Cowles’ Vater war Oberst in einem Sikhregiment gewesen und hatte als solcher viele Jahre in Indien zugebracht. Er versah seinen Sohn mit recht hübschen Wechseln, gab ihm aber selten ein anderes Zeichen seiner väterlichen Zuneigung, da er sehr unregelmässig, und dann nur sehr kurze Briefe schrieb. Mein Freund, der selbst in Indien geboren war und ein heisses, tropisches Temperament besass, litt nicht wenig unter dieser Vernachlässigung. Seine Mutter war gestorben, und er hatte keine anderen Verwandten, die ihren Platz hätten ausfüllen können. So kam es nach und nach dazu, dass er alle seine Zuneigung mir widmete und mich in einer Weise zu seinem Vertrauten machte, wie sie unter Männern nicht häufig zu finden ist. Selbst als ihn dann eine tiefere Leidenschaft ergriff, änderte dies nichts an unserem alten intimen Verhältnis.

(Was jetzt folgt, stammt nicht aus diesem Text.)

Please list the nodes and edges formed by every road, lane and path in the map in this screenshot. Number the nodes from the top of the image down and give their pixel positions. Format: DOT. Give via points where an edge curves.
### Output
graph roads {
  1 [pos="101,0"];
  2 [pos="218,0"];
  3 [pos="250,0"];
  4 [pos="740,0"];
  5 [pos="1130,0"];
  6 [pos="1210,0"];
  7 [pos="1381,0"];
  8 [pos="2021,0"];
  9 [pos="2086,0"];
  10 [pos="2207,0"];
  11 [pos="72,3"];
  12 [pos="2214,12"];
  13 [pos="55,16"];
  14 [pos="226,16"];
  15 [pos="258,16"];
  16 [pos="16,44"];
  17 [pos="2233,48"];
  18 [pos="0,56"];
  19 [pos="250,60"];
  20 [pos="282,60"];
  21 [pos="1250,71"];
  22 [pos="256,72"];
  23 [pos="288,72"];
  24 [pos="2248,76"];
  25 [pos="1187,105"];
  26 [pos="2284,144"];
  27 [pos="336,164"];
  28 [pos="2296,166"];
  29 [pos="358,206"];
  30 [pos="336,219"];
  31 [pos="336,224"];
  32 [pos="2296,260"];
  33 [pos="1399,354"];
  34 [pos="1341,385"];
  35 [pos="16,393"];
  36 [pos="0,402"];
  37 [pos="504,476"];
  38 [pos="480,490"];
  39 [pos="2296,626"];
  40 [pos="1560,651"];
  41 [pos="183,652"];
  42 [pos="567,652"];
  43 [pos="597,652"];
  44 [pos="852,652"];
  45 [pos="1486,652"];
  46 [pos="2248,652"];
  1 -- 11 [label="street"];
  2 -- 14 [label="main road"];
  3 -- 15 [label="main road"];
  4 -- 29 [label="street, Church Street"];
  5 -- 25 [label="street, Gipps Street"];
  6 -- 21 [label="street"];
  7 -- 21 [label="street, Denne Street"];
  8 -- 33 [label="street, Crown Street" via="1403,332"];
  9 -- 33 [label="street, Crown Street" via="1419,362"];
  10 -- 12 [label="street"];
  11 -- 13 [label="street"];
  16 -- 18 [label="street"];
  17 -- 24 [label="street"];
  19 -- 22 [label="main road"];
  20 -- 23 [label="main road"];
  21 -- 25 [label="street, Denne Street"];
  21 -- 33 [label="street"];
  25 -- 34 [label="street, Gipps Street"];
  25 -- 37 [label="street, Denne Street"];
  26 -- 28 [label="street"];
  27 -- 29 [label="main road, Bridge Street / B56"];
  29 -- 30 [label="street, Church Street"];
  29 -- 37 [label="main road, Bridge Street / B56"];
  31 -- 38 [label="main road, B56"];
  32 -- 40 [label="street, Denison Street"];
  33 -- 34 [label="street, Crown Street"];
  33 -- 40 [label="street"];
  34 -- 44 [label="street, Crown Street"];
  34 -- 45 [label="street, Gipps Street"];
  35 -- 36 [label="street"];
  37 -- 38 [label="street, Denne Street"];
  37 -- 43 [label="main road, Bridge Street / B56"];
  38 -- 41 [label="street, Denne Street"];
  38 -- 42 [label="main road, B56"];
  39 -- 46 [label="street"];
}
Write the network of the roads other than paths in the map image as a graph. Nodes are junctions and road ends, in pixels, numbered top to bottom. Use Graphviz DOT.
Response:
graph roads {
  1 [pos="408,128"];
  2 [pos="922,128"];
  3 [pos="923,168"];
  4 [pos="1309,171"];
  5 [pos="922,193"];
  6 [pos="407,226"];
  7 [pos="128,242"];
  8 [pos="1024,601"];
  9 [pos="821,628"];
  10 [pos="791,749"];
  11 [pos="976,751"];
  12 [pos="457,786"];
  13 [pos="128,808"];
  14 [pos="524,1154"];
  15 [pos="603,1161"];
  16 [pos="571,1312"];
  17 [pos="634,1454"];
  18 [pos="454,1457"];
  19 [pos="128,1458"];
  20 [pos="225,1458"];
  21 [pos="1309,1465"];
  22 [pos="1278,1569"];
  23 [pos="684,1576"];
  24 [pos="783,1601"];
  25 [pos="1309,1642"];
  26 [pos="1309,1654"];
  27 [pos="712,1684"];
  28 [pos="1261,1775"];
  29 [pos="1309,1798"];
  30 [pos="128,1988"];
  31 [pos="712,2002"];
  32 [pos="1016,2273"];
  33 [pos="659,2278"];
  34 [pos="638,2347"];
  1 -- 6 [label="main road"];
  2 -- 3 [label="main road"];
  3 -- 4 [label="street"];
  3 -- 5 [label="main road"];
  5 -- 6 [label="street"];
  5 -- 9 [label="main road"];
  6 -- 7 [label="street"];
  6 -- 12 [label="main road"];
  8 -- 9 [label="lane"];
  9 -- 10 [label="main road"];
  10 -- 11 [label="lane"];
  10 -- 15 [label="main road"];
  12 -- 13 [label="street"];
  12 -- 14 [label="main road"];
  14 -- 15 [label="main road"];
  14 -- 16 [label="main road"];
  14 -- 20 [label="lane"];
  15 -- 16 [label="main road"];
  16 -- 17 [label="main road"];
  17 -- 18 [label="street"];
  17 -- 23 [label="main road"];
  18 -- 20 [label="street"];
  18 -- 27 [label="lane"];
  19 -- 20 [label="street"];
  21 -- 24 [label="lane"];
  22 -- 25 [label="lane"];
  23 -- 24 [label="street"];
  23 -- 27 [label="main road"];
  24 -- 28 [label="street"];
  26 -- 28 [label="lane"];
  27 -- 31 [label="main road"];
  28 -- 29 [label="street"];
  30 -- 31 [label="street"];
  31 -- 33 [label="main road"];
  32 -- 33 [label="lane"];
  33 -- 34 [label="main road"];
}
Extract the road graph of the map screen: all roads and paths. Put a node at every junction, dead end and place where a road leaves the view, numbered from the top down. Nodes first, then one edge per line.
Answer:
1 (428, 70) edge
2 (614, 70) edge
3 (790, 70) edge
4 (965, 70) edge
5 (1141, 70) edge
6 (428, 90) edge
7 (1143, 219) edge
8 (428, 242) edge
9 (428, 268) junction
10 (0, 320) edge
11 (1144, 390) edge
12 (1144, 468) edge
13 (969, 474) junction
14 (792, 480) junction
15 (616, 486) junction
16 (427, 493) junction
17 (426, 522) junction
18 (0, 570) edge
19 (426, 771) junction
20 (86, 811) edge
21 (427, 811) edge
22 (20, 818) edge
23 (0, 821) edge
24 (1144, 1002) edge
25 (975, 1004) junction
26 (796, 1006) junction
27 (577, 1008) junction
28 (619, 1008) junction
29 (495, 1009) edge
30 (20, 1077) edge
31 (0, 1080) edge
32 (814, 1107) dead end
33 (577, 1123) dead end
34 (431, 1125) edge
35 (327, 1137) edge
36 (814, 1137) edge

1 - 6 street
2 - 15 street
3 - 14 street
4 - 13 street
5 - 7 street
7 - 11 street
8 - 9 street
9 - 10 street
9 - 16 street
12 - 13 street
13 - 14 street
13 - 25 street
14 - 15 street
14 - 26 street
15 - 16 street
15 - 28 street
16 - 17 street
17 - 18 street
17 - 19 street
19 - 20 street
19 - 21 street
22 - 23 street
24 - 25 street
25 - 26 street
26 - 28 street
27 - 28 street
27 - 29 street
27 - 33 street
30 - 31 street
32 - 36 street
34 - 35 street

Cowles war ein grosser schlanker Bursche mit tiefgebräunter Gesichtsfarbe und dunkeln, zarten Augen. Selten habe ich einen Mann gesehen, der mehr geeignet gewesen wäre, die Aufmerksamkeit einer Frau zu fesseln. In der Regel hatte er einen träumerischen, ja fast schlaffen Gesichtsausdruck; aber wenn z. B. im Gespräch ein Gegenstand auftauchte, der ihn interessierte, war er mit einem Schlage die Lebhaftigkeit selbst. Bei solchen Gelegenheiten färbten sich seine Wangen dunkler, seine Augen schossen Blitze, und seine Rede nahm einen solchen Schwung, dass er seine Zuhörer förmlich mit sich riss. Trotz dieser natürlichen Vorzüge führte er ein Einsiedlerleben und verkehrte nicht in Frauengesellschaft; er war ein grosser Bücherwurm, einer der besten Studenten in seinem Semester, und hatte mehrere Preise für seine Untersuchungen erhalten. —
Wie gut kann ich mich an die äusseren Umstände erinnern, unter denen wir sie zum ersten Male trafen! Wie oft habe ich mir jenen Nachmittag ins Gedächtnis zurückgerufen und es versucht, mir klar zu werden, welchen Eindruck sie damals auf mich gemacht hat! Als wir dann näher mit ihr bekannt wurden, war mein Urteil befangen, so dass ich gerne wissen möchte, welcher Art meine Gefühle im ersten Augenblick gewesen sind. Es ist indes zu schwierig, sie von der Stimmung zu trennen, die später, durch Ueberlegung oder Vorurteile, in mir entstand und mich beherrschte. Es war bei der Eröffnung der Königlich Schottischen Akademie im Frühjahr 1879. Mein armer Freund schwärmte leidenschaftlich für Kunst in allen ihren Ausdrucksformen; ein hübsches musikalisches Thema oder eine gelungene Skizze konnten ihm auserlesene Genüsse bereiten. Wir waren zusammen in die Ausstellung gegangen und standen eben im grossen mittleren Saale, da bemerkte ich eine Frau von aussergewöhnlicher Schönheit auf der entgegengesetzten Seite des Raums. In meinem ganzen Leben hatte ich noch nie ein solch vollendet klassisches Gesicht gesehen. Es war der echte griechische Typus, mit breiter, sehr niedriger Stirne, weiss wie Marmor, umspielt von einigen gekräuselten Löckchen; gerader, fein geschnittener Nase, schmalen Lippen und einem wundervoll gerundeten Kinn, das trotzdem genügend entwickelt war, um auf eine ungewöhnliche Charakterstärke schliessen zu lassen. Und erst die Augen, diese herrlichen Augen! Wenn ich nur einen schwachen Begriff vom Wechsel ihres Ausdrucks geben könnte, von ihrer eisernen Stärke, ihrer weiblichen Sanftheit, von ihrer Herrschermacht, ihrer durchdringenden Kraft, die plötzlich wieder in weibliche Schwäche zerfloss — aber ich spreche ja schon von späteren Eindrücken. Die Dame war von einem grossgewachsenen jungen Herrn begleitet, in dem ich sofort einen oberflächlichen Bekannten, der Jura studierte, wiedererkannte.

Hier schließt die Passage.